• _Data excerpts_:
******************************

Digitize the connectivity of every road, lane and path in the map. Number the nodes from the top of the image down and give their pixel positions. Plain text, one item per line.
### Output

******************************

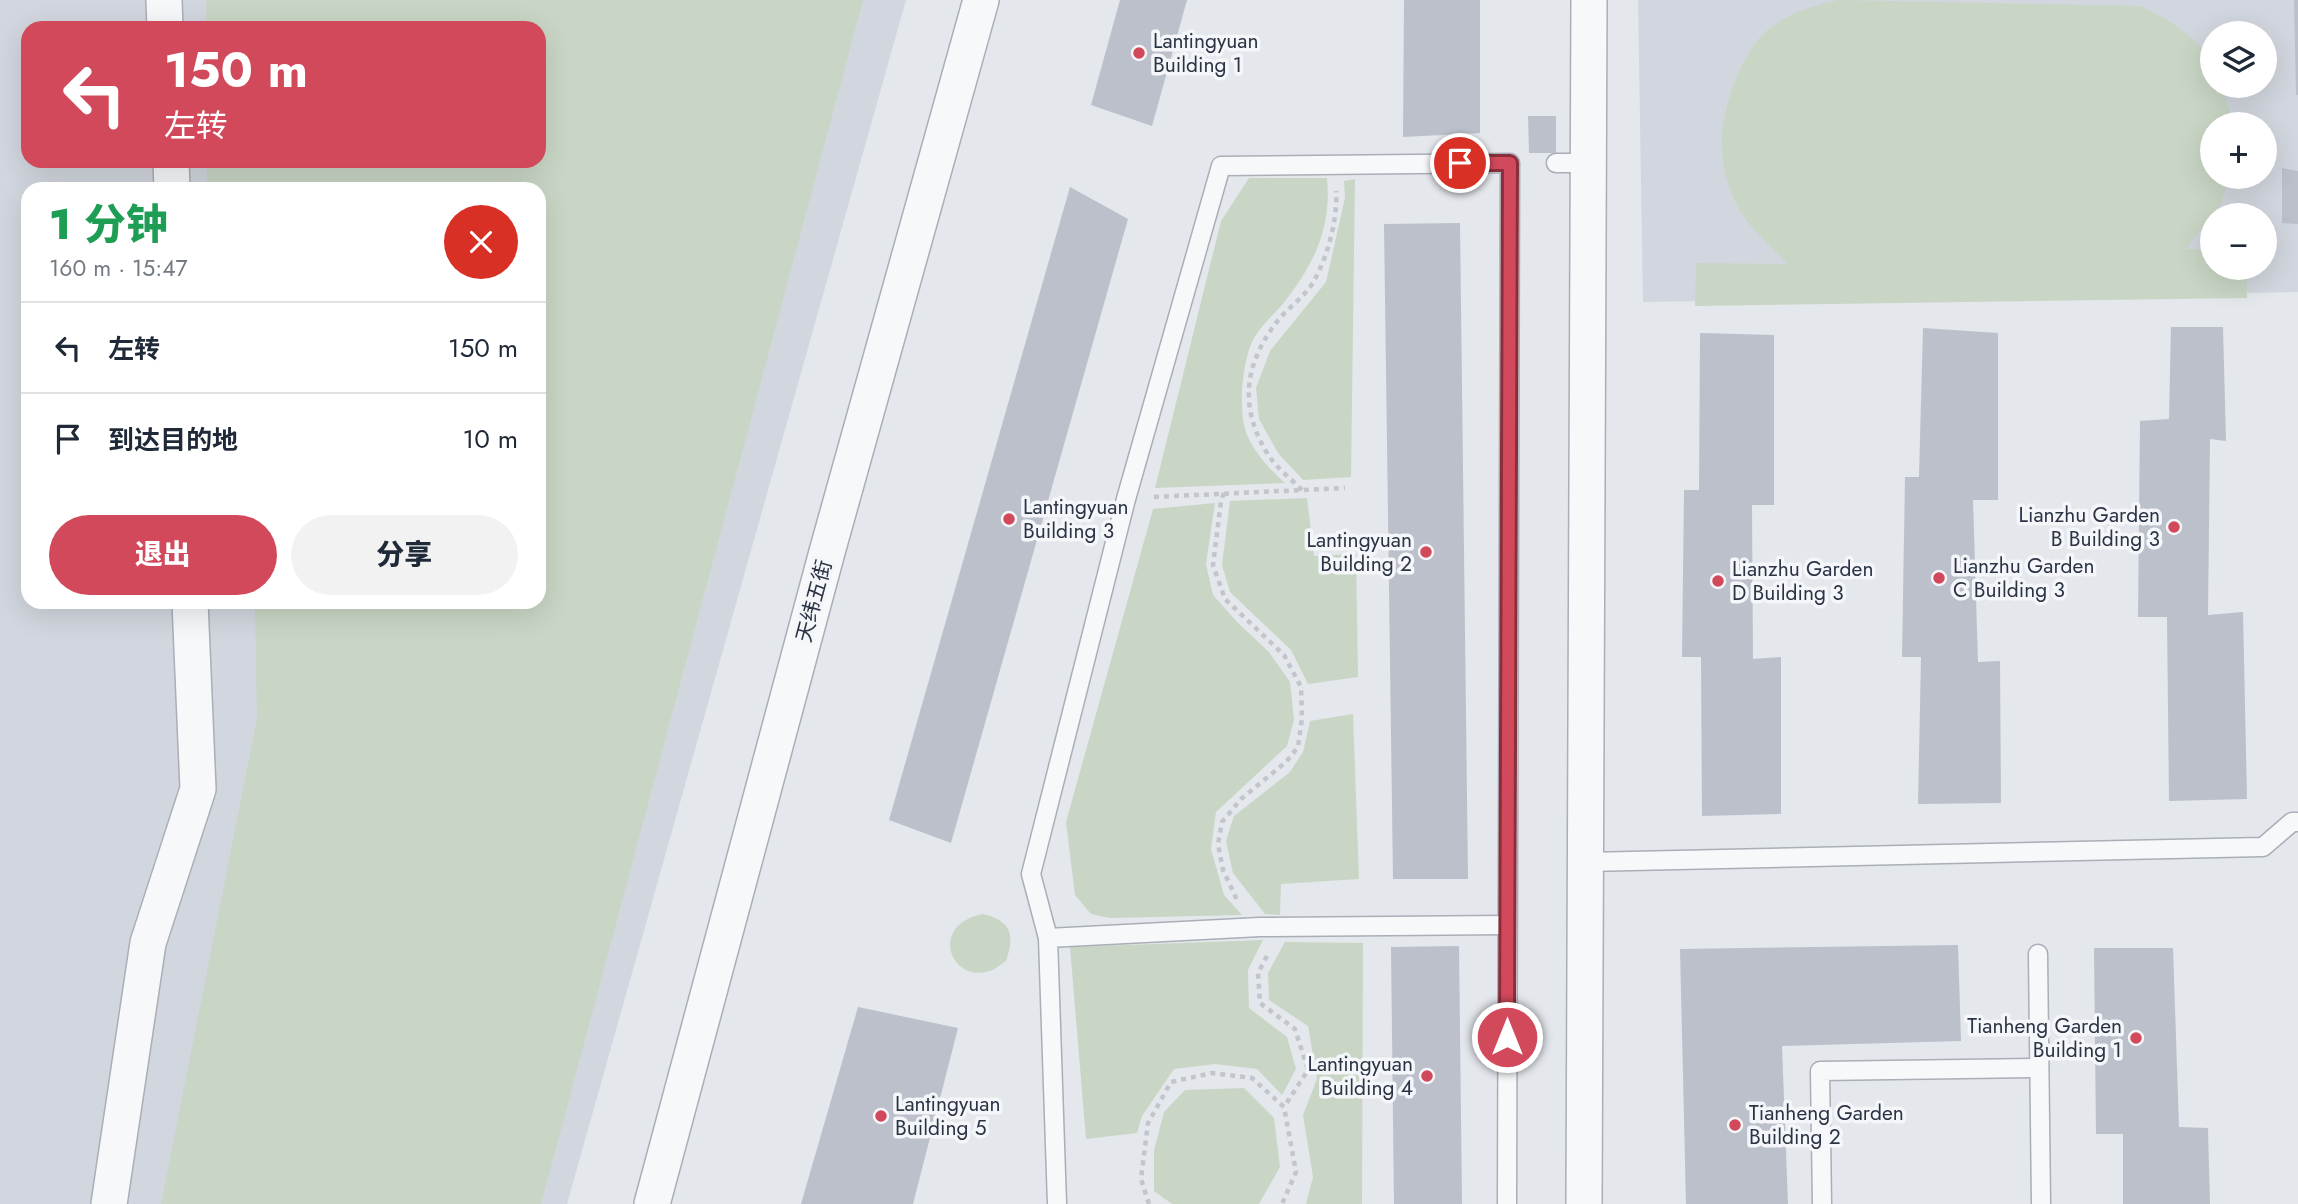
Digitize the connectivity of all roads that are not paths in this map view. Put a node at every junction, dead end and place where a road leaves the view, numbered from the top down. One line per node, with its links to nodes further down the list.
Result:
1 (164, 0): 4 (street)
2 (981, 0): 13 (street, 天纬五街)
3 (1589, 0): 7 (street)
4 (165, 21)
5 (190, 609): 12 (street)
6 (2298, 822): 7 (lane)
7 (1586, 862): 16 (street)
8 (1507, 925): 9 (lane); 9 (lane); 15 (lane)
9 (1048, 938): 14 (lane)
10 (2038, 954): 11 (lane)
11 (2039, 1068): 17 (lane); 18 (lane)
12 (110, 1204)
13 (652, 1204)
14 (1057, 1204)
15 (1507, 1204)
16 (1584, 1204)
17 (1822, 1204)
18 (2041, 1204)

******************************

• _Aim of the task_:
If a line in the records above has the word "down", copy it.

• _Exercise response_:
Digitize the connectivity of every road, lane and path in the map. Number the nodes from the top of the image down and give their pixel positions. Plain text, one item per line.
Digitize the connectivity of all roads that are not paths in this map view. Put a node at every junction, dead end and place where a road leaves the view, numbered from the top down. One line per node, with its links to nodes further down the list.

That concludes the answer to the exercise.